Dans une interview accordée au « Figaro » ce lundi 9 mai, Nicolas Sarkozy accuse François Hollande d’avoir fait preuve de peu d’ambition dans sa gestion du budget et des effectifs de l’armée française. En avançant des chiffres qui tordent la réalité… Décryptage.
« La défense est une priorité absolue« . Candidat non déclaré à la présidentielle, Nicolas Sarkozy donne ce lundi 9 mai une interview au Figaro sur le domaine régalien par excellence : la Défense. Une charge au passage contre François Hollande : « Je n’ai jamais vu un quinquennat aussi erratique dans le financement de la défense« .

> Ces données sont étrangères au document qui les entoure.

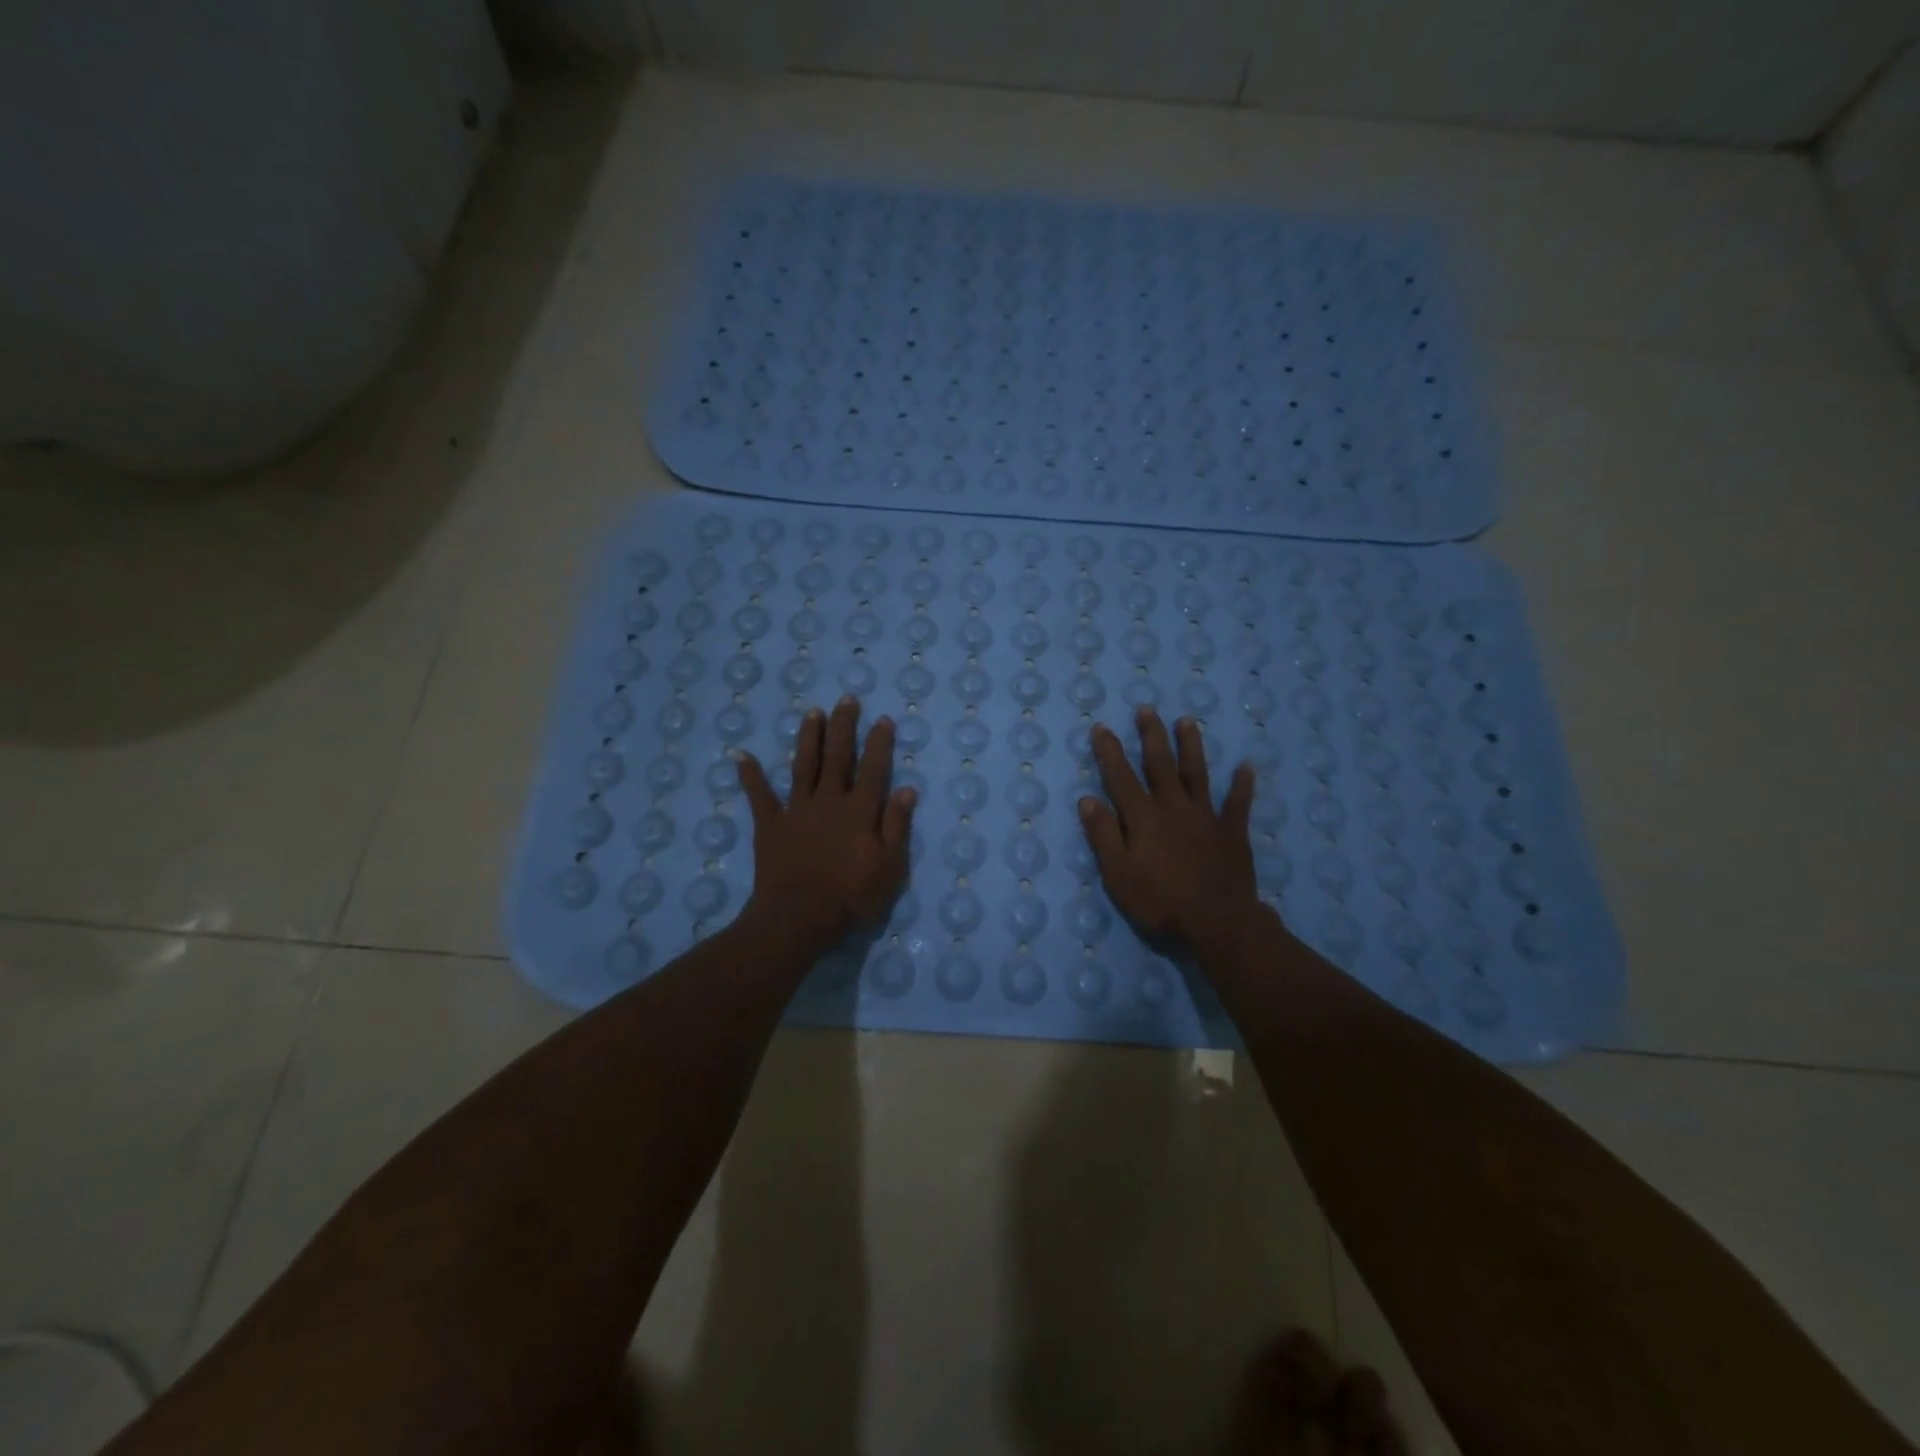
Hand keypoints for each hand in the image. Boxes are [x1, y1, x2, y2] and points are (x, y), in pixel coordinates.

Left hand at [736, 696, 916, 949]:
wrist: (799, 916)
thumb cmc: (852, 895)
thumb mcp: (890, 866)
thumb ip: (897, 826)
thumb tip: (906, 789)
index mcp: (860, 810)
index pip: (874, 769)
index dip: (879, 743)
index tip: (883, 719)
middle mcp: (829, 800)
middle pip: (838, 757)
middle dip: (843, 727)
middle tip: (846, 700)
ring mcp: (797, 810)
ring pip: (804, 765)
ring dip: (808, 738)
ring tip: (812, 713)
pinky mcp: (770, 825)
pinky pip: (759, 796)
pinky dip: (750, 775)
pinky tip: (741, 755)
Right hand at [1078, 708, 1259, 945]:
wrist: (1217, 921)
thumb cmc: (1160, 901)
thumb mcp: (1118, 874)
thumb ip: (1103, 835)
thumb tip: (1088, 799)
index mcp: (1143, 817)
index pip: (1121, 777)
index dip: (1110, 751)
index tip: (1101, 727)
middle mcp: (1174, 807)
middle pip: (1160, 764)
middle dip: (1151, 735)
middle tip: (1147, 709)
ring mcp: (1206, 816)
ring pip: (1197, 773)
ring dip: (1191, 746)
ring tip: (1188, 721)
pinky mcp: (1232, 832)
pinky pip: (1238, 803)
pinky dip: (1242, 785)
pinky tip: (1246, 767)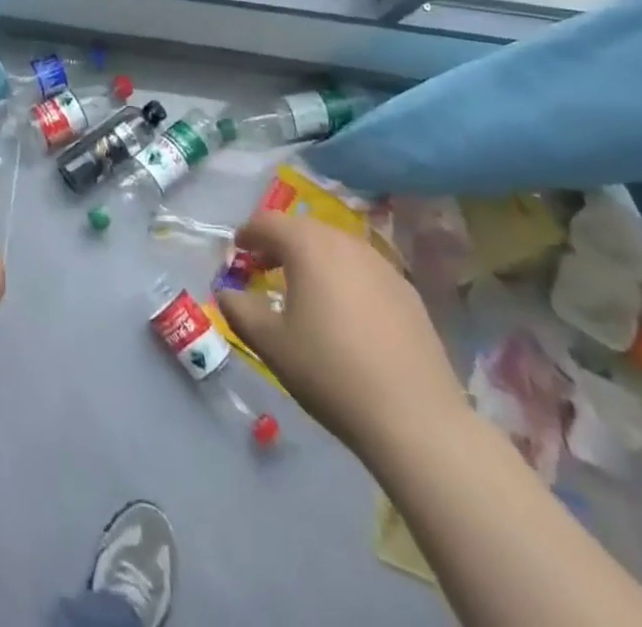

Que reproche le président de Les Républicains à son successeur à l’Elysée ? Notamment, d’avoir baissé la garde au niveau budgétaire, ainsi que les effectifs :
« Je n’ai jamais vu un quinquennat aussi erratique dans le financement de la défense – marche arrière, avec trois années de baisses d’effectifs, puis marche avant. Tout ce temps perdu pour aboutir en 2019 au format d’armée que nous avions prévu en 2009, soit 268.000 personnes. »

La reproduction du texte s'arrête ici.